Every record that follows must be given again exactly.

DATA UNDER STUDY: Begin

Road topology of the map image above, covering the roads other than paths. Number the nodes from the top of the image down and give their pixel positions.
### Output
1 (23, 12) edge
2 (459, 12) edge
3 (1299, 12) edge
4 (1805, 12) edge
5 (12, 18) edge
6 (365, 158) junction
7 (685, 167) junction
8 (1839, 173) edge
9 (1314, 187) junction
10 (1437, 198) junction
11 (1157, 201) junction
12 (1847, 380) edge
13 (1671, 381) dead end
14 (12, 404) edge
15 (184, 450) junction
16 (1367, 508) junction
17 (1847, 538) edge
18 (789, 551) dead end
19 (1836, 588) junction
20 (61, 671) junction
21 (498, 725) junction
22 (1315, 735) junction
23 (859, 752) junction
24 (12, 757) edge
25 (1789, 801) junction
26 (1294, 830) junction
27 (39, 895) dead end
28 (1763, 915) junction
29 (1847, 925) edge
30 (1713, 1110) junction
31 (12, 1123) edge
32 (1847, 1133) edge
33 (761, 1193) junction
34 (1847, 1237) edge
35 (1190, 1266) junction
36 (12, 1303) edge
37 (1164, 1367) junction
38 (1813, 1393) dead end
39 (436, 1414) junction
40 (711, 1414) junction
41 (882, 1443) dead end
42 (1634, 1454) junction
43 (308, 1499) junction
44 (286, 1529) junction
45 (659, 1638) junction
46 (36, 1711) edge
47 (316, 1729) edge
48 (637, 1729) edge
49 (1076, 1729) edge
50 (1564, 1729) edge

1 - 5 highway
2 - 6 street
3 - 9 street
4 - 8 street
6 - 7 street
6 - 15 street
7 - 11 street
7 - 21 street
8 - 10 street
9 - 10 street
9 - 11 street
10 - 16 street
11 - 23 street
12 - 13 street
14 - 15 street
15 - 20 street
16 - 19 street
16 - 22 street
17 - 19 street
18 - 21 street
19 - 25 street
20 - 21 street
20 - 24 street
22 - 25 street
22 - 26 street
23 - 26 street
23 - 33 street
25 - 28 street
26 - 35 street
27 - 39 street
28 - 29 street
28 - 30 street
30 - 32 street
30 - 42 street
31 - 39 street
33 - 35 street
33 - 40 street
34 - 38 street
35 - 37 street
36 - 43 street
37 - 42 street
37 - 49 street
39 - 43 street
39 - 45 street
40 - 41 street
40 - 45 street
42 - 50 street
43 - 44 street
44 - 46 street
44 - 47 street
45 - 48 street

DATA UNDER STUDY: End

◆ **RESPONSE FOR THIS EXERCISE**
Road topology of the map image above, covering the roads other than paths. Number the nodes from the top of the image down and give their pixel positions.
### Output
1 (23, 12) edge
2 (459, 12) edge
3 (1299, 12) edge
4 (1805, 12) edge
5 (12, 18) edge
6 (365, 158) junction
7 (685, 167) junction
8 (1839, 173) edge
9 (1314, 187) junction
10 (1437, 198) junction
11 (1157, 201) junction
12 (1847, 380) edge
13 (1671, 381) dead end
14 (12, 404) edge
15 (184, 450) junction
16 (1367, 508) junction
17 (1847, 538) edge
18 (789, 551) dead end
19 (1836, 588) junction
20 (61, 671) junction
21 (498, 725) junction
22 (1315, 735) junction
23 (859, 752) junction
24 (12, 757) edge
25 (1789, 801) junction
26 (1294, 830) junction
27 (39, 895) dead end
28 (1763, 915) junction
29 (1847, 925) edge
30 (1713, 1110) junction
31 (12, 1123) edge
32 (1847, 1133) edge
33 (761, 1193) junction
34 (1847, 1237) edge
35 (1190, 1266) junction
36 (12, 1303) edge
37 (1164, 1367) junction
38 (1813, 1393) dead end
39 (436, 1414) junction
40 (711, 1414) junction
41 (882, 1443) dead end
42 (1634, 1454) junction
43 (308, 1499) junction
44 (286, 1529) junction
45 (659, 1638) junction
46 (36, 1711) edge
47 (316, 1729) edge
48 (637, 1729) edge
49 (1076, 1729) edge
50 (1564, 1729) edge

1 - 5 highway
2 - 6 street
3 - 9 street
4 - 8 street
6 - 7 street
6 - 15 street
7 - 11 street
7 - 21 street
8 - 10 street
9 - 10 street
9 - 11 street
10 - 16 street
11 - 23 street
12 - 13 street
14 - 15 street
15 - 20 street
16 - 19 street
16 - 22 street
17 - 19 street
18 - 21 street
19 - 25 street
20 - 21 street
20 - 24 street
22 - 25 street
22 - 26 street
23 - 26 street
23 - 33 street
25 - 28 street
26 - 35 street
27 - 39 street
28 - 29 street
28 - 30 street
30 - 32 street
30 - 42 street
31 - 39 street
33 - 35 street
33 - 40 street
34 - 38 street
35 - 37 street
36 - 43 street
37 - 42 street
37 - 49 street
39 - 43 street
39 - 45 street
40 - 41 street
40 - 45 street
42 - 50 street
43 - 44 street
44 - 46 street
44 - 47 street
45 - 48 street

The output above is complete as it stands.